From the 2000 census, 331 or 40.6% were Roman Catholic, while 198 or 24.3% belonged to the Swiss Reformed Church. Of the rest of the population, there were 10 members of an Orthodox church (or about 1.23% of the population), there was 1 individual who belongs to the Christian Catholic Church, and there were 13 individuals (or about 1.59% of the population) who belonged to another Christian church. There were 6 individuals (or about 0.74% of the population) who were Jewish, and 7 (or about 0.86% of the population) who were Islamic. There was 1 person who was Buddhist and 1 individual who belonged to another church. 202 (or about 24.75% of the population) belonged to no church, are agnostic or atheist, and 46 individuals (or about 5.64% of the population) did not answer the question.

==Education==
In Hermance about 213 or (26.1%) of the population have completed non-mandatory upper secondary education, and 254 or (31.1%) have completed additional higher education (either university or a Fachhochschule). Of the 254 who completed tertiary schooling, 39.0% were Swiss men, 33.1% were Swiss women, 14.6% were non-Swiss men and 13.4% were non-Swiss women.

During the 2009–2010 school year there were a total of 219 students in the Hermance school system. The education system in the Canton of Geneva allows young children to attend two years of non-obligatory Kindergarten. During that school year, there were 13 children who were in a pre-kindergarten class. The canton's school system provides two years of non-mandatory kindergarten and requires students to attend six years of primary school, with some of the children attending smaller, specialized classes. In Hermance there were 29 students in kindergarten or primary school and 2 students were in the special, smaller classes. The secondary school program consists of three lower, obligatory years of schooling, followed by three to five years of optional, advanced schools.
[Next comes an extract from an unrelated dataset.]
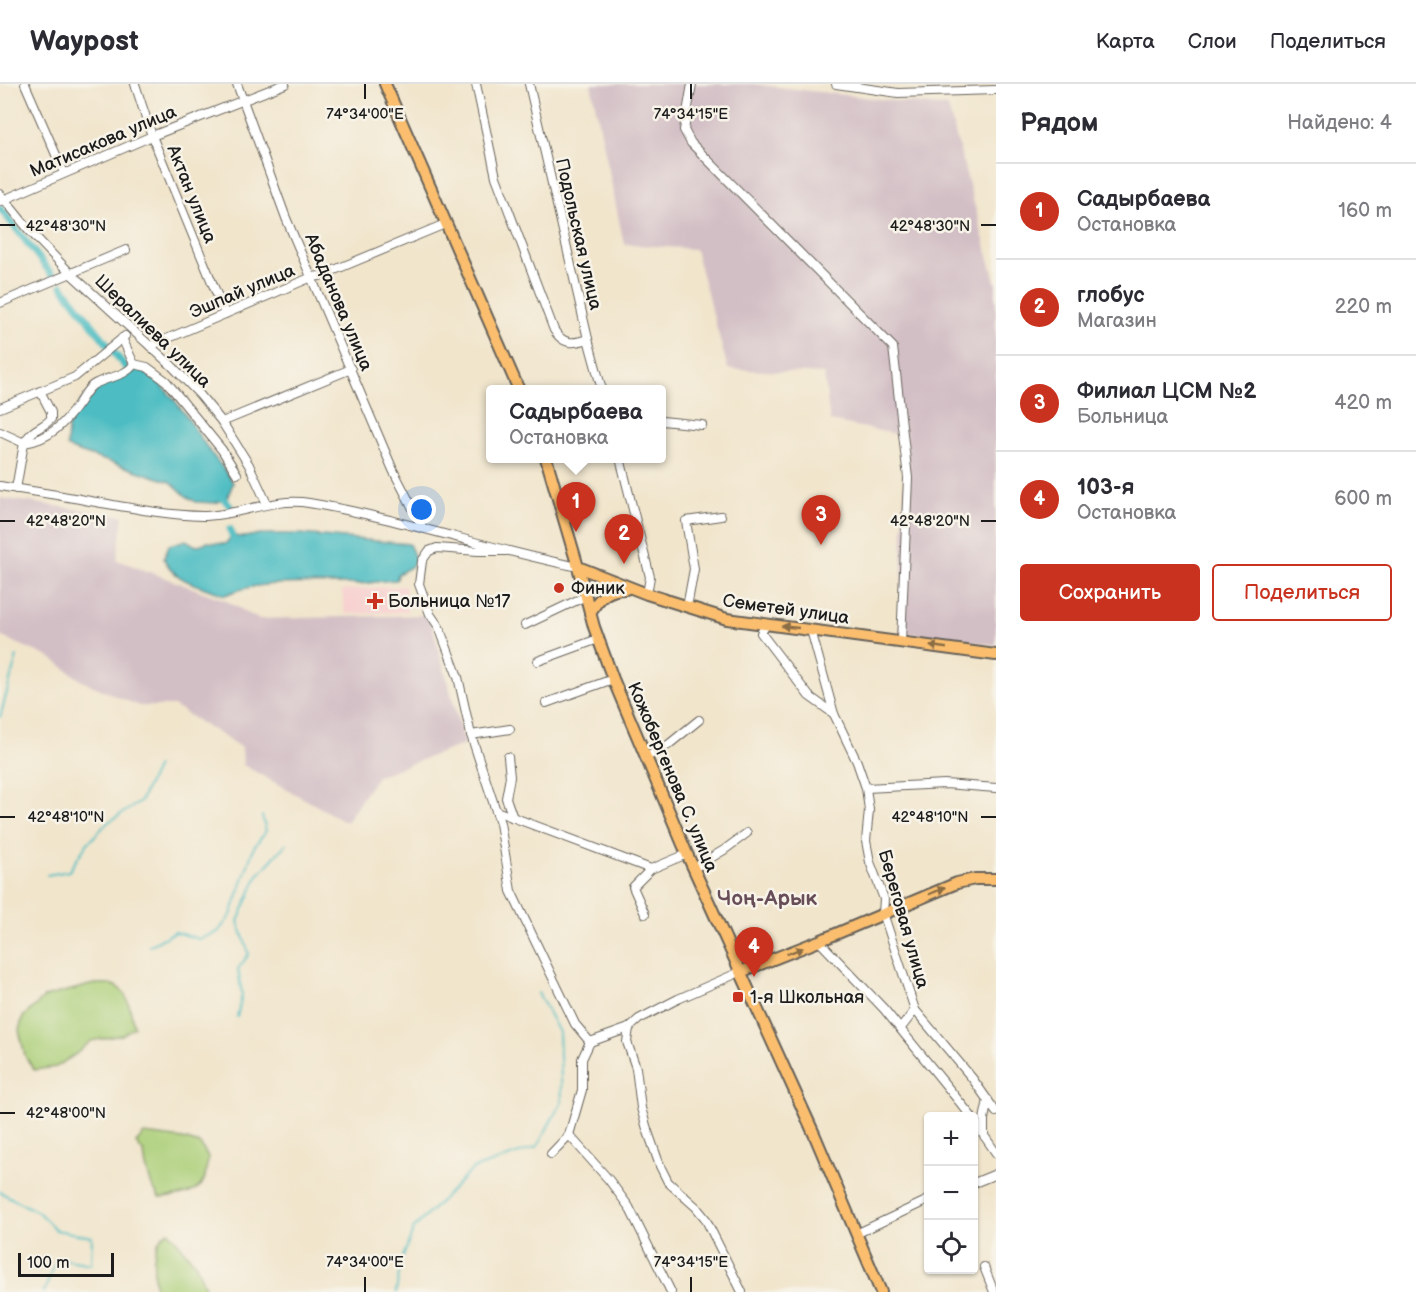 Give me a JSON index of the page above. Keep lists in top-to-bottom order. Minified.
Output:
{"streets":{"main road":["Семетей улица","Кожобергенова С. улица"],"street":["Матисакова улица","Актан улица","Подольская улица","Эшпай улица","Абаданова улица","Шералиева улица","Береговая улица"]},"crossings":[["Матисакова улица","Актан улица"],["Матисакова улица","Абаданова улица"],["Матисакова улица","Шералиева улица"],["Актан улица","Эшпай улица"],["Эшпай улица","Абаданова улица"],["Эшпай улица","Шералиева улица"],["Семетей улица","Кожобергенова С. улица"],["Семетей улица","Береговая улица"]],"districts":["Чоң-Арык"],"places":{"other":["Финик"],"health":["Больница №17"],"transit":["1-я Школьная"]},"scale_bar":"100 m","page":{"header":"Waypost","nav":["Карта","Слои","Поделиться"],"heading":["Рядом","Найдено: 4"],"list":[{"mark":"1","name":"Садырбаева","note":"Остановка","value":"160 m"},{"mark":"2","name":"глобус","note":"Магазин","value":"220 m"},{"mark":"3","name":"Филиал ЦСМ №2","note":"Больница","value":"420 m"},{"mark":"4","name":"103-я","note":"Остановка","value":"600 m"}],"popup":["Садырбаева","Остановка"],"pins":["1","3","2","4"],"buttons":["Сохранить","Поделиться"],"map_buttons":["+","−"],"scale":"100 m"},"coordinates":["74°34'00\"E","74°34'15\"E","42°48'30\"N","42°48'20\"N","42°48'10\"N","42°48'00\"N"]} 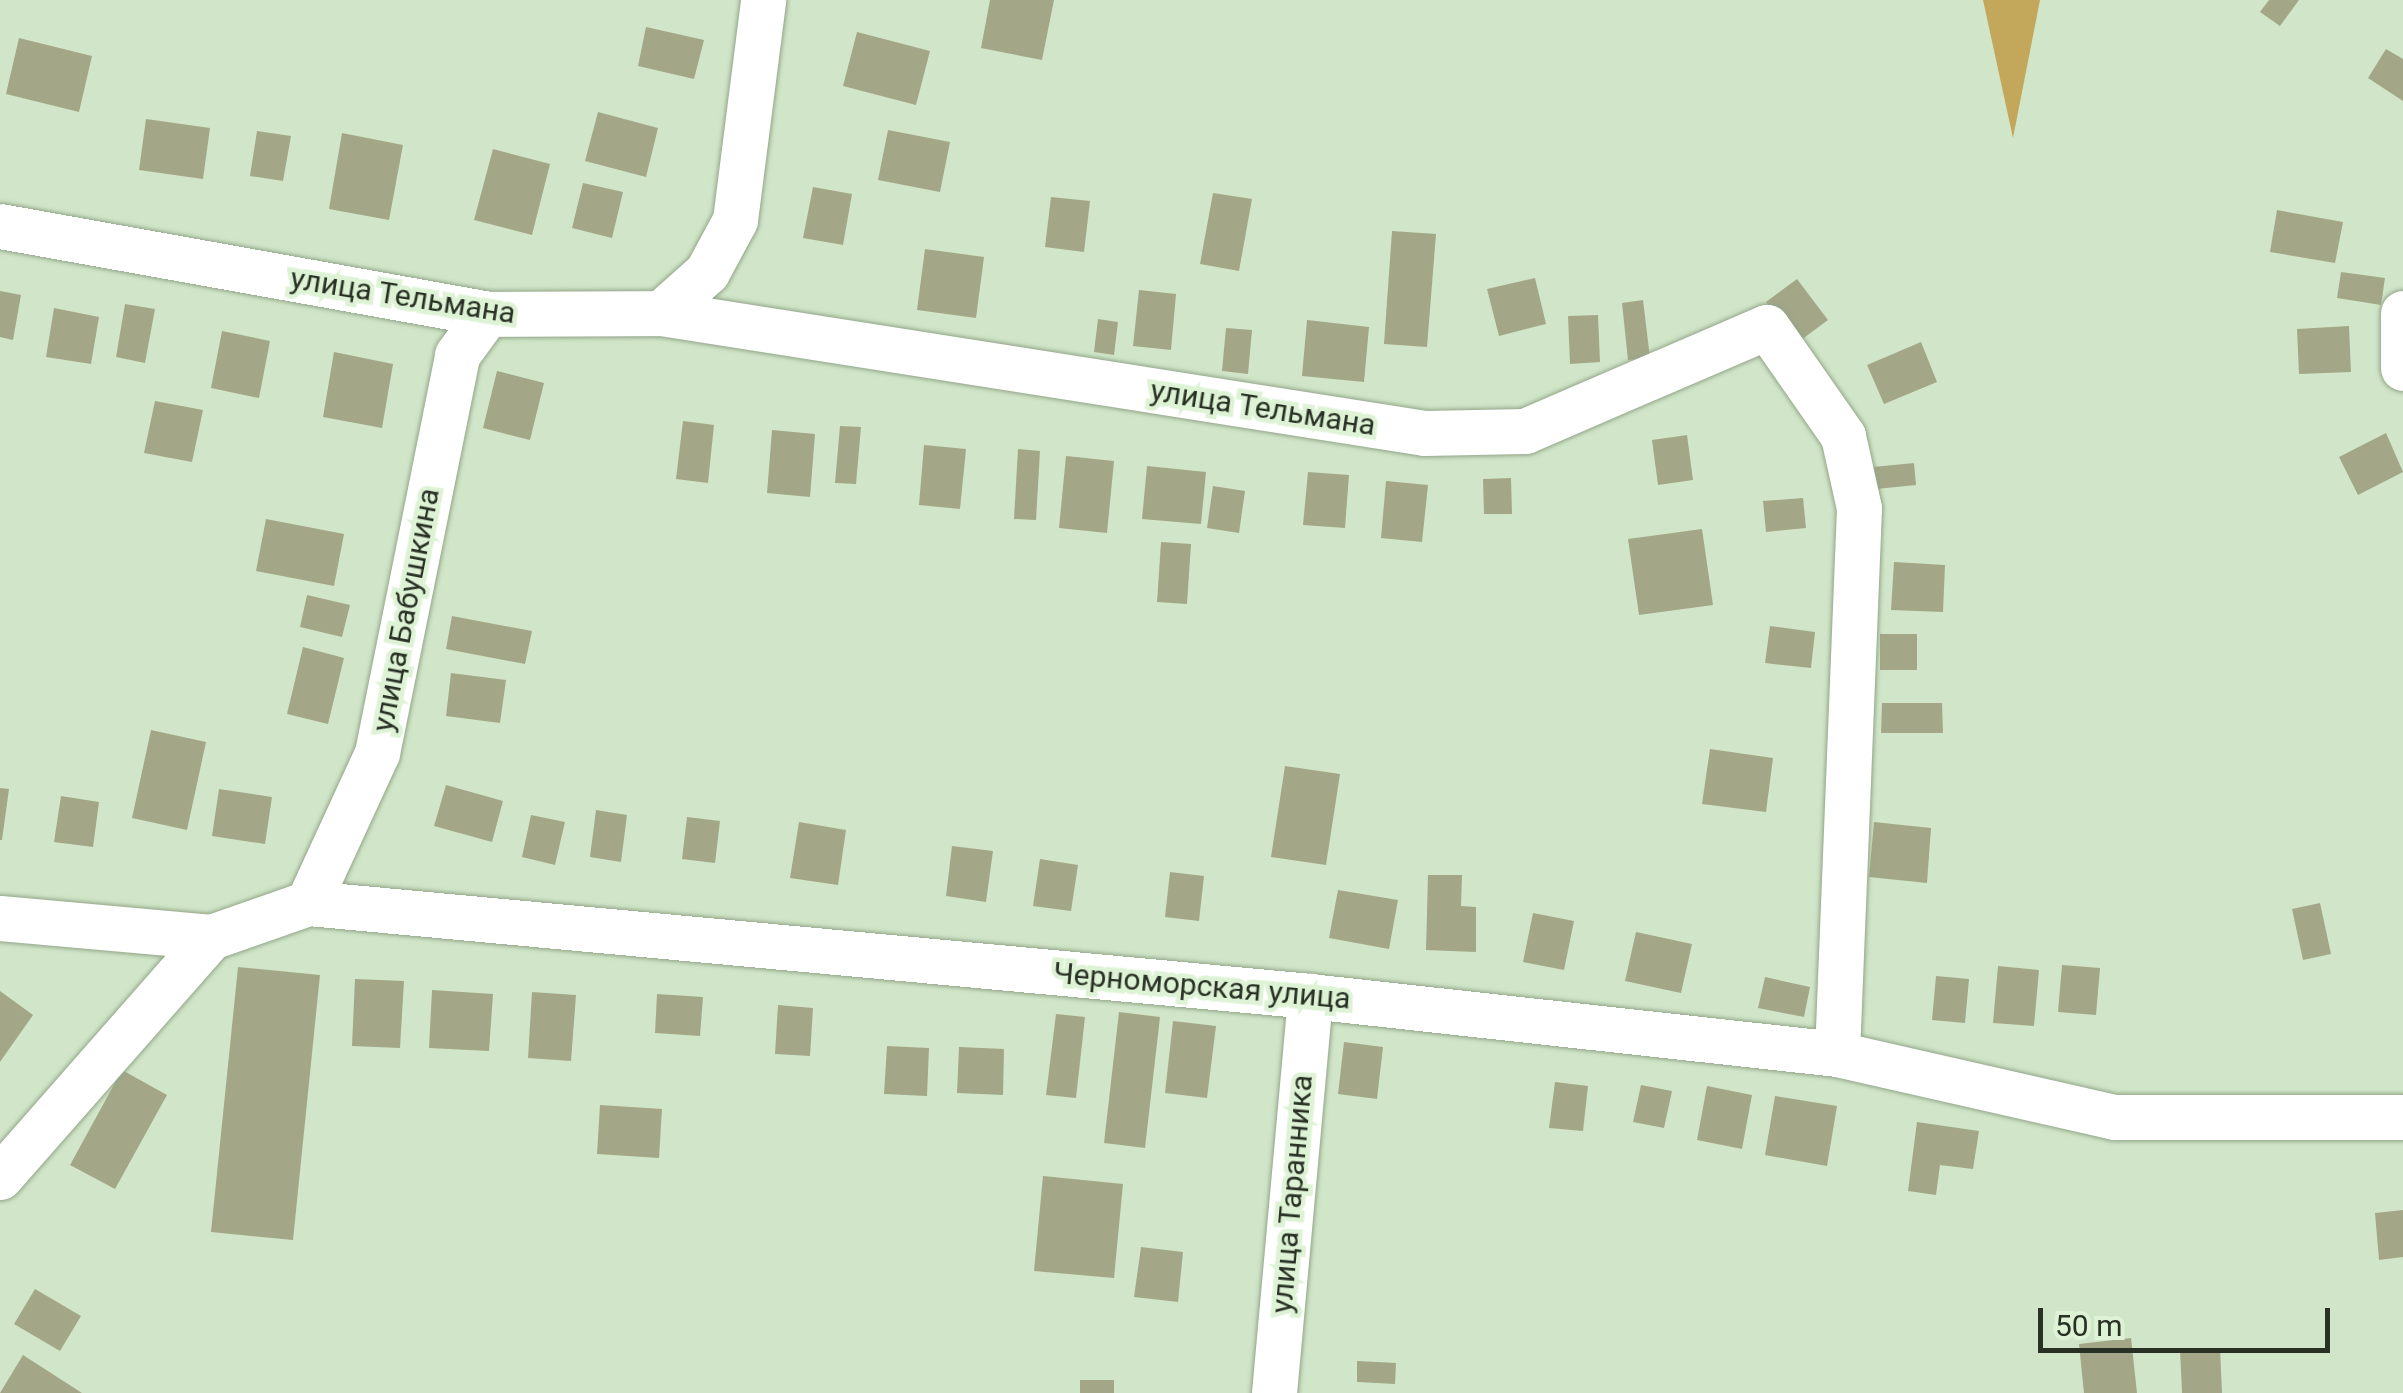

There were 29 lower secondary students who attended school in Hermance. There were 40 upper secondary students from the municipality along with 7 students who were in a professional, non-university track program. An additional 44 students attended a private school.

As of 2000, there were 5 students in Hermance who came from another municipality, while 94 residents attended schools outside the municipality.